Even though it looks unusual, apostrophes are rarely used to form plurals. Mind your Ps and Qs. She was born in the 1960s. Some exceptions? Lowercase letters (there are 5 x’s) and abbreviations with internal punctuation (she had 5 Ph.D.’s).
 

Definately

One of the most common misspellings on the internet. Definitely is definitely not spelled definately.
 

Semicolons in Bulleted Lists

Don’t put commas or semicolons after your list items, and don’t put a conjunction (and, or) before the last item.

Incorrect:

  • ponies;
  • chickens;
  • cats; and
  • sheep.

Correct:

  • ponies
  • chickens
  • cats
  • sheep

Also, make sure all items have the same grammatical structure—all nouns, all sentences, all adjectives, etc. Don’t mix and match. And if the items in a list are complete sentences, each item needs to end with a period.
 

Dashes and Hyphens

In case you didn’t know, dashes and hyphens are not interchangeable. Would you use a question mark instead of an exclamation mark? No, because that would change the entire meaning of a sentence.
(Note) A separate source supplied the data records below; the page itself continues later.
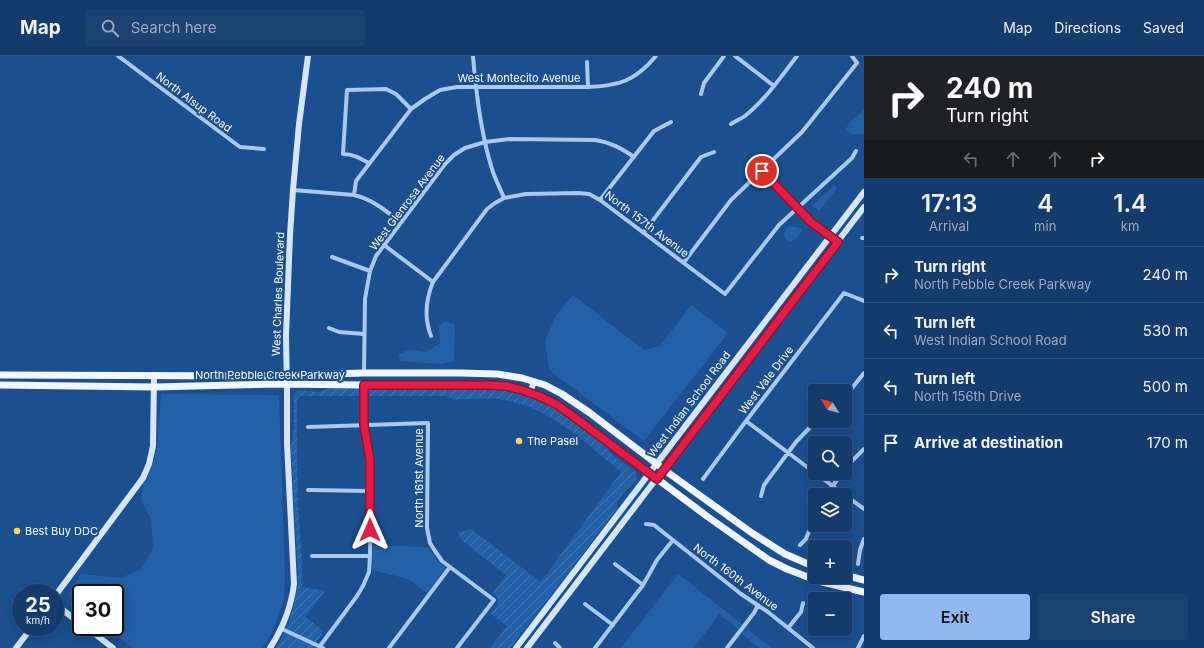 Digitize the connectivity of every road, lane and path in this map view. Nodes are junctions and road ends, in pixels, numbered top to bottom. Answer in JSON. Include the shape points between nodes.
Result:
{"nodes":[{"id":1,"x":118,"y":56,"type":"edge"},
{"id":2,"x":308,"y":56,"type":"edge"},
{"id":3,"x":473,"y":56,"type":"edge"},
{"id":4,"x":656,"y":56,"type":"edge"},
{"id":5,"x":724,"y":56,"type":"edge"},
{"id":6,"x":735,"y":56,"type":"edge"},
{"id":7,"x":797,"y":56,"type":"edge"},
{"id":8,"x":852,"y":56,"type":"edge"},
{"id":9,"x":587,"y":62,"type":"dead end"},
{"id":10,"x":774,"y":86,"type":"junction"},
{"id":11,"x":475,"y":87,"type":"junction"},
{"id":12,"x":588,"y":87,"type":"junction"},
{"id":13,"x":701,"y":94,"type":"dead end"},
{"id":14,"x":411,"y":109,"type":"junction"},
{"id":15,"x":671,"y":122,"type":"dead end"},
{"id":16,"x":731,"y":124,"type":"dead end"},
{"id":17,"x":485,"y":142,"type":"junction"},
{"id":18,"x":264,"y":149,"type":"dead end"},
{"id":19,"x":856,"y":151,"type":"dead end"},
{"id":20,"x":714,"y":152,"type":"dead end"},
{"id":21,"x":634,"y":157,"type":"junction"},
{"id":22,"x":369,"y":163,"type":"junction"},
{"id":23,"x":762,"y":171,"type":"junction"},
{"id":24,"x":293,"y":190,"type":"junction"},
{"id":25,"x":864,"y":192,"type":"edge"},
{"id":26,"x":354,"y":195,"type":"junction"},
{"id":27,"x":504,"y":198,"type":"junction"},
{"id":28,"x":600,"y":200,"type":"junction"},
{"id":29,"x":797,"y":208,"type":"junction"},
{"id":30,"x":864,"y":208,"type":"edge"},
{"id":31,"x":401,"y":222,"type":"junction"},
{"id":32,"x":644,"y":232,"type":"junction"},
{"id":33,"x":830,"y":237,"type":"junction"},
{"id":34,"x":838,"y":242,"type":"junction"},
{"id":35,"x":384,"y":245,"type":"junction"},
{"id":36,"x":332,"y":257,"type":"dead end"},
{"id":37,"x":684,"y":262,"type":"junction"},
{"id":38,"x":370,"y":271,"type":"junction"},
{"id":39,"x":432,"y":282,"type":"junction"},
{"id":40,"x":864,"y":301,"type":"edge"},
{"id":41,"x":329,"y":328,"type":"dead end"},
{"id":42,"x":364,"y":334,"type":"junction"},
{"id":43,"x":431,"y":336,"type":"dead end"},
{"id":44,"x":364,"y":373,"type":"junction"},
{"id":45,"x":864,"y":373,"type":"edge"},
{"id":46,"x":16,"y":375,"type":"junction"},
{"id":47,"x":154,"y":375,"type":"junction"},
{"id":48,"x":286,"y":375,"type":"junction"},
{"id":49,"x":0,"y":376,"type":"edge"},
{"id":50,"x":534,"y":382,"type":"junction"},
{"id":51,"x":0,"y":385,"type":"edge"},
{"id":52,"x":287,"y":385,"type":"junction"},
{"id":53,"x":364,"y":385,"type":"junction"},
{"id":54,"x":16,"y":386,"type":"junction"},
{"id":55,"x":154,"y":387,"type":"junction"},
{"id":56,"x":852,"y":388,"type":"edge"},
{"id":57,"x":530,"y":392,"type":"junction"},
{"id":58,"x":746,"y":421,"type":"junction"},
{"id":59,"x":364,"y":425,"type":"junction"},
{"id":60,"x":308,"y":427,"type":"dead end"},
{"id":61,"x":809,"y":428,"type":"edge"},
{"id":62,"x":864,"y":450,"type":"edge"},
{"id":63,"x":789,"y":453,"type":"junction"},
{"id":64,"x":852,"y":461,"type":"edge"},
{"id":65,"x":656,"y":464,"type":"junction"},
{"id":66,"x":808,"y":468,"type":"edge"},
{"id":67,"x":664,"y":470,"type":"junction"},
{"id":68,"x":649,"y":474,"type":"junction"},
{"id":69,"x":657,"y":479,"type":"junction"},
{"id":70,"x":703,"y":479,"type":"dead end"},
{"id":71,"x":825,"y":480,"type":"edge"},
{"id":72,"x":837,"y":480,"type":"edge"},
{"id":73,"x":833,"y":486,"type":"junction"},
{"id":74,"x":836,"y":488,"type":"edge"},
{"id":75,"x":308,"y":490,"type":"dead end"},
{"id":76,"x":370,"y":491,"type":"junction"},
{"id":77,"x":761,"y":496,"type":"dead end"},
{"id":78,"x":852,"y":500,"type":"edge"},
{"id":79,"x":864,"y":509,"type":"edge"},
{"id":80,"x":646,"y":524,"type":"dead end"},
{"id":81,"x":809,"y":532,"type":"edge"},
{"id":82,"x":864,"y":539,"type":"edge"},
{"id":83,"x":673,"y":540,"type":"junction"},
{"id":84,"x":800,"y":545,"type":"dead end"},
{"id":85,"x":312,"y":556,"type":"dead end"},
{"id":86,"x":370,"y":556,"type":"junction"},
{"id":87,"x":615,"y":564,"type":"dead end"},
{"id":88,"x":808,"y":564,"type":"edge"},
{"id":89,"x":858,"y":564,"type":"dead end"},
{"id":90,"x":450,"y":567,"type":"junction"},
{"id":91,"x":852,"y":577,"type":"edge"},
{"id":92,"x":864,"y":580,"type":"edge"},
{"id":93,"x":64,"y":584,"type":"edge"},
{"id":94,"x":643,"y":585,"type":"junction"},
{"id":95,"x":864,"y":592,"type":"edge"},
{"id":96,"x":803,"y":603,"type":"dead end"},
{"id":97,"x":585,"y":604,"type":"dead end"},
{"id":98,"x":758,"y":605,"type":"junction"},
{"id":99,"x":64,"y":611,"type":"edge"},
{"id":100,"x":72,"y":617,"type":"edge"},
{"id":101,"x":612,"y":625,"type":"junction"},
{"id":102,"x":788,"y":628,"type":"junction"},
{"id":103,"x":282,"y":629,"type":"junction"},
{"id":104,"x":25,"y":636,"type":"edge"},
{"id":105,"x":98,"y":636,"type":"edge"},
{"id":106,"x":864,"y":636,"type":"edge"},
{"id":107,"x":555,"y":644,"type":"dead end"},
{"id":108,"x":321,"y":647,"type":"edge"},
{"id":109,"x":16,"y":648,"type":"edge"},
{"id":110,"x":114,"y":648,"type":"edge"},
{"id":111,"x":270,"y":648,"type":"edge"},
{"id":112,"x":389,"y":648,"type":"edge"},
{"id":113,"x":457,"y":648,"type":"edge"},
{"id":114,"x":516,"y":648,"type":"edge"},
{"id":115,"x":527,"y":648,"type":"edge"},
{"id":116,"x":560,"y":648,"type":"edge"},
{"id":117,"x":595,"y":648,"type":"edge"},
{"id":118,"x":727,"y":648,"type":"edge"},
{"id":119,"x":813,"y":648,"type":"edge"},
{"id":120,"x":858,"y":648,"type":"edge"}],
"edges":[{"from":1,"to":18,"type":"street","name":"North Alsup Road","via":[[240,147]]},
{"from":2,"to":24,"type":"main road","name":"West Charles Boulevard"},
{"from":3,"to":11,"type":"street"},
{"from":4,"to":12,"type":"street","name":"West Montecito Avenue","via":[[641,72],[625,81],[608,86]]},
{"from":5,"to":13,"type":"street","via":[[704,83]]},
{"from":6,"to":10,"type":"street"},
{"from":7,"to":10,"type":"street"},
{"from":8,"to":23,"type":"street","via":[[857,63],[853,69],[802,132]]},
{"from":9,"to":12,"type":"street"},
{"from":10,"to":16,"type":"street","via":[[759,103]]},
{"from":11,"to":12,"type":"street","name":"West Montecito Avenue"},
{"from":11,"to":14,"type":"street","name":"West Montecito Avenue","via":[[440,90]]},
{"from":11,"to":17,"type":"street"},
{"from":14,"to":22,"type":"street","name":"West Montecito Avenue"},
{"from":14,"to":22,"type":"street","via":[[396,94],[386,89],[347,90],[343,154],[350,154]]},
{"from":15,"to":21,"type":"street","via":[[654,130]]},
{"from":17,"to":21,"type":"street","name":"West Glenrosa Avenue","via":[[510,139],[595,140],[614,144]]},
{"from":17,"to":27,"type":"street","via":[[492,170]]},
{"from":17,"to":31,"type":"street","name":"West Glenrosa Avenue","via":[[465,148],[454,155]]},
{"from":19,"to":29,"type":"street","via":[[852,158]]},
{"from":20,"to":32,"type":"street","via":[[701,157]]},
{"from":21,"to":28,"type":"street"},
{"from":22,"to":26,"type":"street","name":"West Montecito Avenue","via":[[356,181]]},
{"from":23,"to":29,"type":"street"},
{"from":23,"to":37,"type":"street","via":[[731,200]]},
{"from":24,"to":26,"type":"street"},
{"from":24,"to":48,"type":"main road","name":"West Charles Boulevard"},
{"from":25,"to":33,"type":"main road","name":"West Indian School Road"},
{"from":26,"to":31,"type":"street","via":[[371,201]]},
{"from":27,"to":28,"type":"street","name":"North 157th Avenue","via":[[526,194],[578,193],[589,194]]},
{"from":27,"to":39,"type":"street","via":[[487,209]]},
{"from":28,"to":32,"type":"street","name":"North 157th Avenue"},
{"from":29,"to":33,"type":"street"},
{"from":29,"to":37,"type":"street","name":"North 157th Avenue","via":[[779,225],[725,294]]},
{"from":30,"to":34,"type":"main road","name":"West Indian School Road"},
{"from":31,"to":35,"type":"street","name":"West Glenrosa Avenue"},
{"from":32,"to":37,"type":"street","name":"North 157th Avenue"},
{"from":33,"to":34,"type":"street"},
{"from":33,"to":65,"type":"main road","name":"West Indian School Road"},
{"from":34,"to":67,"type":"main road","name":"West Indian School Road"},
{"from":35,"to":38,"type":"street","name":"West Glenrosa Avenue"},
{"from":35,"to":39,"type":"street"},
{"from":36,"to":38,"type":"street"},
{"from":38,"to":42,"type":"street","name":"West Glenrosa Avenue","via":[[365,299]]},
{"from":39,"to":43,"type":"street","via":[[426,302],[427,326]]},
{"from":40,"to":58,"type":"street","name":"West Vale Drive","via":[[844,293]]},
{"from":41,"to":42,"type":"street","via":[[339,332]]},
{"from":42,"to":44,"type":"street","name":"West Glenrosa Avenue"},
{"from":44,"to":48,"type":"main road","name":"North Pebble Creek Parkway"},
{"from":44,"to":50,"type":"main road","name":"North Pebble Creek Parkway","via":[[490,373]]},
{"from":45,"to":56,"type":"street"},
{"from":46,"to":47,"type":"main road","name":"North Pebble Creek Parkway"},
{"from":46,"to":49,"type":"main road","name":"North Pebble Creek Parkway"},
{"from":46,"to":54,"type":"main road"},
{"from":47,"to":48,"type":"main road","name":"North Pebble Creek Parkway"},
{"from":47,"to":55,"type":"main road"},
{"from":48,"to":52,"type":"main road","name":"West Charles Boulevard"},
{"from":50,"to":57,"type":"main road"},
{"from":50,"to":65,"type":"main road","name":"North Pebble Creek Parkway","via":[[572,400]]},
{"from":51,"to":54,"type":"main road","name":"North Pebble Creek Parkway"},
{"from":52,"to":53,"type":"main road","name":"North Pebble Creek Parkway"},
{"from":52,"to":55,"type":"main road","name":"North Pebble Creek Parkway"},
{"from":52,"to":103,"type":"main road","name":"West Charles Boulevard","via":[[287,463],[294,584]]},
{"from":53,"to":57,"type":"main road","name":"North Pebble Creek Parkway","via":[[487,385],[506,386]]},
{"from":53,"to":59,"type":"street"},
{"from":54,"to":55,"type":"main road","name":"North Pebble Creek Parkway"},
{"from":55,"to":93,"type":"main road","via":[[153,446],[143,478]]},
{"from":57,"to":68,"type":"main road","name":"North Pebble Creek Parkway","via":[[568,412]]},
{"from":58,"to":63,"type":"street"},
{"from":58,"to":70,"type":"street","name":"West Vale Drive"},
{"from":59,"to":60,"type":"street","name":"North 161st Avenue"},
{"from":59,"to":76,"type":"street","via":[[370,460]]},
{"from":59,"to":90,"type":"street","name":"North 161st Avenue","via":[[428,423],[427,528],[430,543],[442,561]]},
{"from":61,"to":63,"type":"street"},
{"from":62,"to":64,"type":"street"},
{"from":63,"to":66,"type":"street"},
{"from":63,"to":77,"type":"street","via":[[764,485]]},
{"from":65,"to":67,"type":"main road","name":"North Pebble Creek Parkway"},
{"from":65,"to":68,"type":"main road","name":"West Indian School Road"},
{"from":67,"to":69,"type":"main road","name":"West Indian School Road"},
{"from":67,"to":88,"type":"main road","name":"North Pebble Creek Parkway","via":[[770,546]]},
{"from":68,"to":69,"type":"main road","name":"North Pebble Creek Parkway"},
{"from":68,"to":114,"type":"main road","name":"West Indian School Road"},
{"from":69,"to":95,"type":"main road","name":"North Pebble Creek Parkway","via":[[769,560],[818,581]]},
{"from":69,"to":115,"type":"main road","name":"West Indian School Road"},
{"from":71,"to":73,"type":"street"},
{"from":72,"to":73,"type":"street"},
{"from":73,"to":74,"type":"street"},
{"from":75,"to":76,"type":"street"},
{"from":76,"to":86,"type":"street"},
{"from":78,"to":79,"type":"street"},
{"from":80,"to":83,"type":"street","name":"North 160th Avenue","via":[[654,525]]},
{"from":81,"to":84,"type":"street"},
{"from":82,"to":89,"type":"street"},
{"from":83,"to":94,"type":"street","via":[[657,560]]},
{"from":83,"to":98,"type":"street","name":"North 160th Avenue"},
{"from":85,"to":86,"type":"street"},
{"from":86,"to":108,"type":"street","via":[[369,572],[364,586]]},
{"from":87,"to":94,"type":"street"},
{"from":90,"to":112,"type":"street"},
{"from":90,"to":113,"type":"street","name":"North 161st Avenue","via":[[494,600]]},
{"from":91,"to":92,"type":"main road"},
{"from":94,"to":101,"type":"street"},
{"from":96,"to":102,"type":"street","via":[[801,612]]},
{"from":97,"to":101,"type":"street"},
{"from":98,"to":102,"type":"street","name":"North 160th Avenue"},
{"from":98,"to":118,"type":"street"},
{"from":99,"to":100,"type":"main road"},
{"from":101,"to":117,"type":"street"},
{"from":102,"to":119,"type":"street","name":"North 160th Avenue"},
{"from":103,"to":108,"type":"street"},
{"from":103,"to":111,"type":"main road","name":"West Charles Boulevard"},
{"from":104,"to":109,"type":"main road"},
{"from":105,"to":110,"type":"main road"},
{"from":106,"to":120,"type":"street"},
{"from":107,"to":116,"type":"street"}]}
Hyphens are used to connect two or more words to form a single grammatical unit.

My eight-year-old neighbour loves to skip.
Susan and Bob are in a long-term relationship.

Em Dashes, one of the most dramatic punctuation marks around, are used to indicate breaks in thought or to set parenthetical material off from the rest of the sentence.

The em dash—you guessed it—is the width of the letter ‘m.’
The thief—a hungry raccoon—made off with the entire pie.

En Dashes are used to indicate periods of time or ranges of numbers.

August 13–August 18

pages 21–358
 

The Dangling Participle

Dangling participles occur when you order a sentence in a confusing way. Although humorous, dangling participles are extremely annoying.

Incorrect: After rotting in the cellar for weeks, my sister brought up the bag of potatoes. (Who was rotting? Your sister or the potatoes?)

Correct: My sister brought up a bag of potatoes that had been rotting in the cellar for weeks.

  

If you’ve followed all the rules and something still sounds or looks super weird, rewrite it. You can always eliminate grammar guesswork by simplifying your sentence. Your readers will thank you for it!